[Records drawn from a dataset]
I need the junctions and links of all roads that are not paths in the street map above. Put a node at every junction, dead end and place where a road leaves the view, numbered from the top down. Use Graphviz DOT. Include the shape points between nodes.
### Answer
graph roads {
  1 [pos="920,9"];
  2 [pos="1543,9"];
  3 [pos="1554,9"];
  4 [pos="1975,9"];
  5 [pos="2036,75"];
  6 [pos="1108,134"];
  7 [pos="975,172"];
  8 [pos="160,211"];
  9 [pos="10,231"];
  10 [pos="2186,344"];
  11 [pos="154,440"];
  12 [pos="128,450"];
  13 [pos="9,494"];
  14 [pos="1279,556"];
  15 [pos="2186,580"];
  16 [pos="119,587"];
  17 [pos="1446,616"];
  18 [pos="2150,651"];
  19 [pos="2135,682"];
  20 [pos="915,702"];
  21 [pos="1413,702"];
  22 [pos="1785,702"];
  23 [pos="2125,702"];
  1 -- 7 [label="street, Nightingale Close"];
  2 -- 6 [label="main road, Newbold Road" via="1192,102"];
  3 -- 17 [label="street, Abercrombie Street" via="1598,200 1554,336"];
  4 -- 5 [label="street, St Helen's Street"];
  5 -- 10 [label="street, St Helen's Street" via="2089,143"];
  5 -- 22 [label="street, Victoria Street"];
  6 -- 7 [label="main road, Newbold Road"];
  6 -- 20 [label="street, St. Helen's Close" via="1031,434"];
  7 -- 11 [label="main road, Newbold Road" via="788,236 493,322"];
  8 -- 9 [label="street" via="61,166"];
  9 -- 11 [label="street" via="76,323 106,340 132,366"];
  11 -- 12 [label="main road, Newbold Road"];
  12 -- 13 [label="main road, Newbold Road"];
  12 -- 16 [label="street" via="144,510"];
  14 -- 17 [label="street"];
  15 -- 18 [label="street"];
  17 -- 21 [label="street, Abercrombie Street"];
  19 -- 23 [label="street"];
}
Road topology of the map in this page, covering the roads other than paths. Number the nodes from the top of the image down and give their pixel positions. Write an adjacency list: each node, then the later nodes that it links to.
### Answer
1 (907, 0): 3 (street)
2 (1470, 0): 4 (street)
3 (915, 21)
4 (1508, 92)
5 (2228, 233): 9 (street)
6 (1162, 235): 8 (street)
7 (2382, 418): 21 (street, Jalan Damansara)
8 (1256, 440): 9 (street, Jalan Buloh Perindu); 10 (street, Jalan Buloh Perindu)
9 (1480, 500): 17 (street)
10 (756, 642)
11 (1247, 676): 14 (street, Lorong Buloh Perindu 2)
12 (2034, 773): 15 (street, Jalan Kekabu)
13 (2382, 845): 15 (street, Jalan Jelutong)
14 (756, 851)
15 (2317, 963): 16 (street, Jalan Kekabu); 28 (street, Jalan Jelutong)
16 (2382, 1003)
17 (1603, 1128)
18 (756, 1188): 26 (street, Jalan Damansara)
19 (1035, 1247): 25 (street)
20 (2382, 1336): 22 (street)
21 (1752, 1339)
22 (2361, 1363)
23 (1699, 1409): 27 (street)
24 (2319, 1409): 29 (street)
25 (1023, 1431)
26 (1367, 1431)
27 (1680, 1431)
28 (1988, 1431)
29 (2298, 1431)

- [What is needed] Every line of the data above should be copied exactly.

- [Exercise response]
I need the junctions and links of all roads that are not paths in the street map above. Put a node at every junction, dead end and place where a road leaves the view, numbered from the top down. Use Graphviz DOT. Include the shape points between nodes.
### Answer
graph roads {
  1 [pos="920,9"];
  2 [pos="1543,9"];
  3 [pos="1554,9"];
  4 [pos="1975,9"];
  5 [pos="2036,75"];
  6 [pos="1108,134"];
  7 [pos="975,172"];
  8 [pos="160,211"];
  9 [pos="10,231"];
  10 [pos="2186,344"];
  11 [pos="154,440"];
  12 [pos="128,450"];
  13 [pos="9,494"];
  14 [pos="1279,556"];
  15 [pos="2186,580"];
  16 [pos="119,587"];
  17 [pos="1446,616"];
  18 [pos="2150,651"];
  19 [pos="2135,682"];
  20 [pos="915,702"];
  21 [pos="1413,702"];
  22 [pos="1785,702"];
  23 [pos="2125,702"];
  1 -- 7 [label="street, Nightingale Close"];
  2 -- 6 [label="main road, Newbold Road" via="1192,102"];
  3 -- 17 [label="street, Abercrombie Street" via="1598,200 1554,336"];
  4 -- 5 [label="street, St Helen's Street"];
  5 -- 10 [label="street, St Helen's Street" via="2089,143"];
  5 -- 22 [label="street, Victoria Street"];
  6 -- 7 [label="main road, Newbold Road"];
  6 -- 20 [label="street, St. Helen's Close" via="1031,434"];
  7 -- 11 [label="main road, Newbold Road" via="788,236 493,322"];
  8 -- 9 [label="street" via="61,166"];
  9 -- 11 [label="street" via="76,323 106,340 132,366"];
  11 -- 12 [label="main road, Newbold Road"];
  12 -- 13 [label="main road, Newbold Road"];
  12 -- 16 [label="street" via="144,510"];
  14 -- 17 [label="street"];
  15 -- 18 [label="street"];
  17 -- 21 [label="street, Abercrombie Street"];
  19 -- 23 [label="street"];
}
Road topology of the map in this page, covering the roads other than paths. Number the nodes from the top of the image down and give their pixel positions. Write an adjacency list: each node, then the later nodes that it links to.
### Answer
1 (907, 0): 3 (street)
2 (1470, 0): 4 (street)
3 (915, 21)
4 (1508, 92)
5 (2228, 233): 9 (street)
6 (1162, 235): 8 (street)
7 (2382, 418): 21 (street, Jalan Damansara)
8 (1256, 440): 9 (street, Jalan Buloh Perindu); 10 (street, Jalan Buloh Perindu)
9 (1480, 500): 17 (street)
10 (756, 642)
11 (1247, 676): 14 (street, Lorong Buloh Perindu 2)
12 (2034, 773): 15 (street, Jalan Kekabu)
13 (2382, 845): 15 (street, Jalan Jelutong)
14 (756, 851)
15 (2317, 963): 16 (street, Jalan Kekabu); 28 (street, Jalan Jelutong)
16 (2382, 1003)
17 (1603, 1128)
18 (756, 1188): 26 (street, Jalan Damansara)
19 (1035, 1247): 25 (street)
20 (2382, 1336): 22 (street)
21 (1752, 1339)
22 (2361, 1363)
23 (1699, 1409): 27 (street)
24 (2319, 1409): 29 (street)
25 (1023, 1431)
26 (1367, 1431)
27 (1680, 1431)
28 (1988, 1431)
29 (2298, 1431)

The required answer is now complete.